The anthropologist Margaret Mead liked to point out the obvious: “Always remember that you are absolutely unique. Just like everyone else.”
No truer words could be said about dairy farms—and their use of energy. As a result, finding ways to enhance efficiency and/or reduce energy and electrical use will be specific to your farm, says Brad Heins, a dairy specialist with the University of Minnesota’s West Central Research and Outreach Center at Morris.
“Everybody is different, and every farm has its own characteristics when it comes to energy use,” he says.
The Morris Experiment Station has 200 cows that graze whenever the grass is growing on the western Minnesota prairie. As such, only 7% of total energy use is needed for barn ventilation in the non-grazing months. The station’s major energy use comes in heating the milking parlor (31%), heating water for cleaning (22%) and cooling milk (11%).

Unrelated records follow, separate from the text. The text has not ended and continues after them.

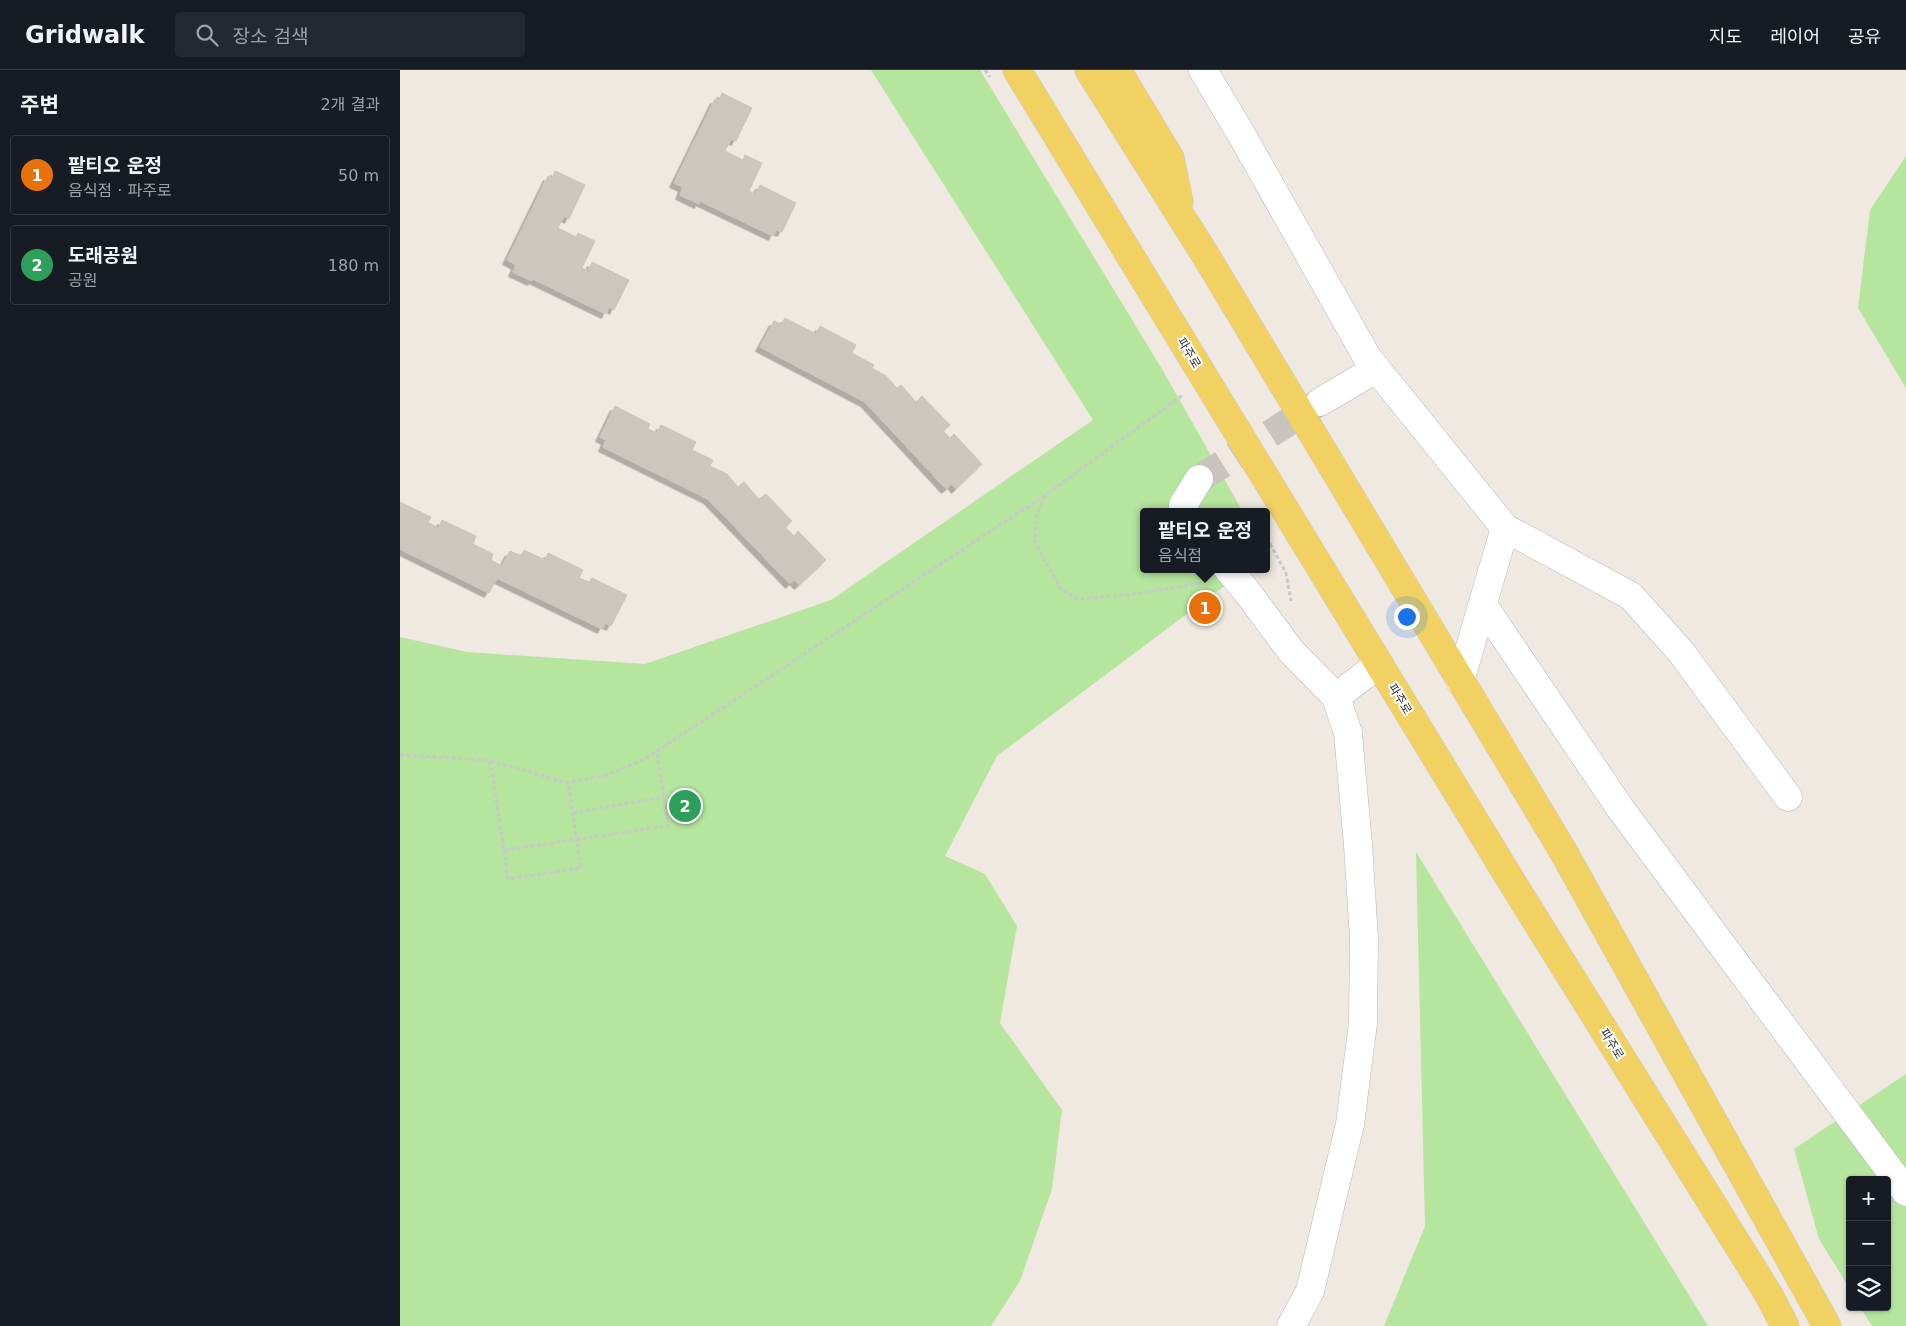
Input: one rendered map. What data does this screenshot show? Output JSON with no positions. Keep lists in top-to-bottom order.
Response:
{
  "streets": {
    "main road": ["파주로"]
  },
  "page": {
    "header": "Gridwalk",
    "search": "장소 검색",
    "nav": ["지도", "레이어", "공유"],
    "heading": ["주변", "2개 결과"],
    "list": [
      {
        "mark": "1",
        "name": "팥티오 운정",
        "note": "음식점 · 파주로",
        "value": "50 m"
      },
      {
        "mark": "2",
        "name": "도래공원",
        "note": "공원",
        "value": "180 m"
      }
    ],
    "popup": ["팥티오 운정", "음식점"],
    "pins": ["1", "2"],
    "map_buttons": ["+", "−"]
  }
}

That’s in contrast to conventional dairies with cows housed year-round in freestalls. But even here, use varies depending on how the farms are managed. Over the past year, Heins and his graduate students have been monitoring energy use on four conventional dairies in west central Minnesota. They include:
• Farm A.
106-stall rotary parlor
Build in 2017.
Ships 12 tankers of milk per day
Six robotic milkers since 2016.
• Farm C.
Double-eight herringbone parlor
20% of milk diverted to on-farm cheese making plant
• Farm D.
Double-eight herringbone parlor
Manure composting with a drum system
Transitioning to robotic milking
To collect energy use, data logger were installed within each dairy’s circuit panel so they could monitor nearly 300 electrical lodes on the farms.
Heins and his research crew are still analyzing data after a year’s worth of collection, but already trends are pretty clear:
For Farm A, ventilation fans in the huge cross-vent barn use the majority of power in the spring, summer and fall. In winter and spring the farm’s “veterinary room,” which is used for calving cows and treatments, requires a lot of energy simply to keep the area warm.

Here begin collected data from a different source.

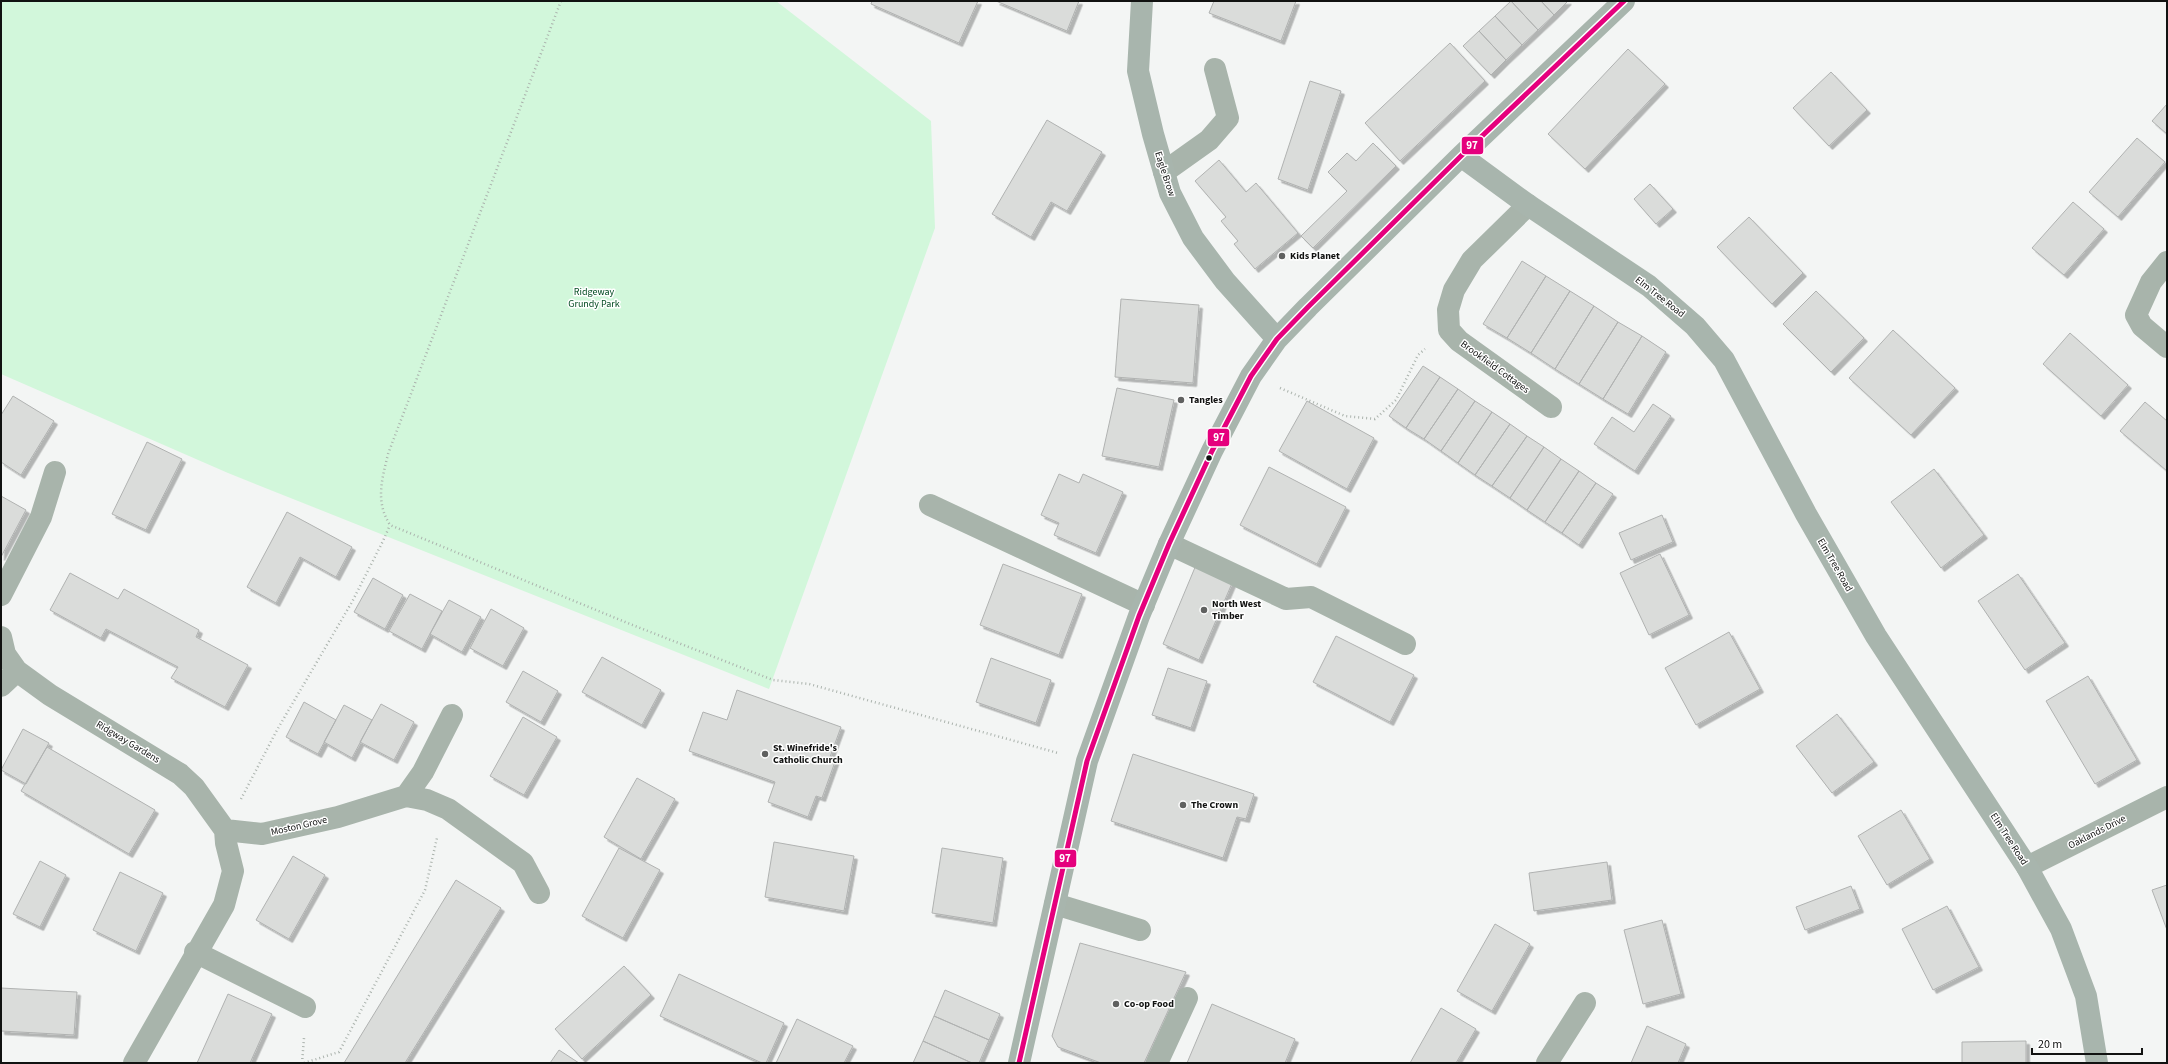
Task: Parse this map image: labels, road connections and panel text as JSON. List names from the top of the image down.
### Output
{
  "streets": {
    "main road": ["Eagle Brow", "Elm Tree Road"],
    "street": [
      "Brookfield Cottages",
      "Ridgway Gardens",
      "Moston Grove",
      "Oaklands Drive"
    ]
  },
  "crossings": [
    ["Elm Tree Road", "Oaklands Drive"],
    ["Ridgway Gardens", "Moston Grove"]
  ],
  "parks": ["Ridgeway Grundy Park"],
  "places": [
    "Kids Planet",
    "Tangles",
    "North West Timber",
    "St. Winefride's Catholic Church",
    "The Crown",
    "Co-op Food"
  ],
  "lines": ["transit line 97"],
  "scale_bar": "20 m"
}
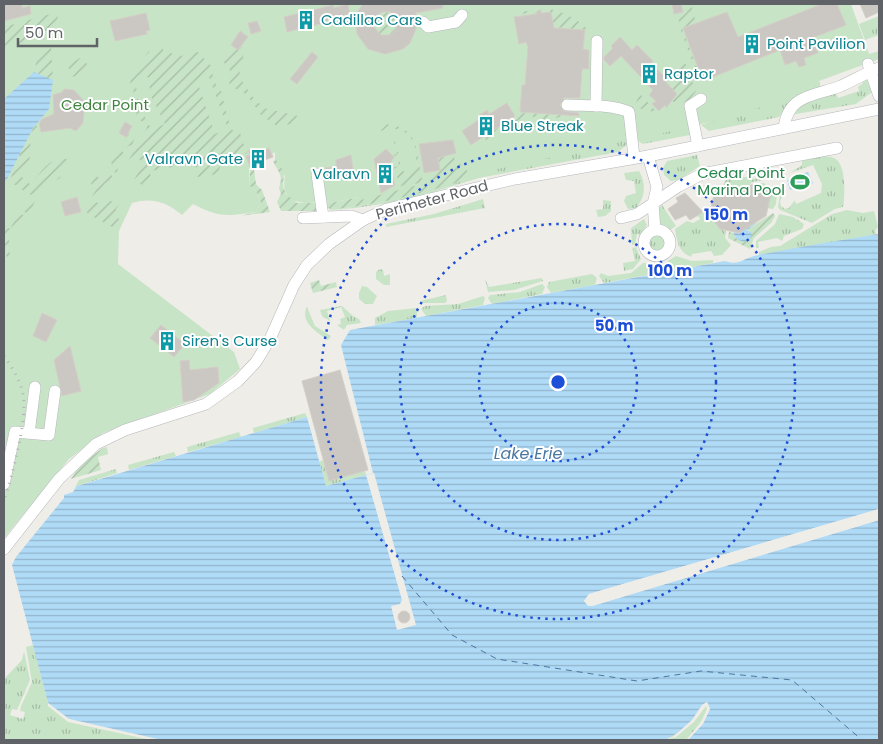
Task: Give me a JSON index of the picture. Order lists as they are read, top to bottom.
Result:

For Farm B, ventilation fans take up the majority of the energy in June through September, but keeping the robotic milking rooms warm are the big energy users in winter and early spring.
For Farm C, ventilation fans take up nearly half the power usage in July, August and September. But heating water for cleaning equipment in both the parlor and the cheese manufacturing area accounts for 30 to 40% of electrical use year-round.
For Farm D, ventilation of the barn is the biggest user in July, August and September. Lighting accounts for about 20% of electrical use year-round. But the drum composter, heated with electricity, is using 25% or more of the power purchased each month.
The take-home message, says Heins, is that each dairy is faced with unique energy challenges. “But consumers and market chains will like continue to demand dairy farms reduce their carbon foot prints and be more environmentally stable,” he says.
He recommends that to reduce energy use, farms focus on their areas of highest energy demand. For many dairies, that likely will be ventilation fans. “Proper sizing, settings and maintenance of fans can save 15%,” he says.
Also look to lighting. Converting to LEDs and using timers and photoelectric sensors will help.
As a side note, Heins says most all larger dairies have emergency power, and many of the engines that power these generators have block heaters to ensure they start when needed. On one of the dairies studied, the block heater was faulty, constantly drawing excess power.
Studies on large commercial hog farms has also shown faulty block heaters can be a problem. So checking and replacing these heaters on a regular maintenance schedule might be warranted, he says.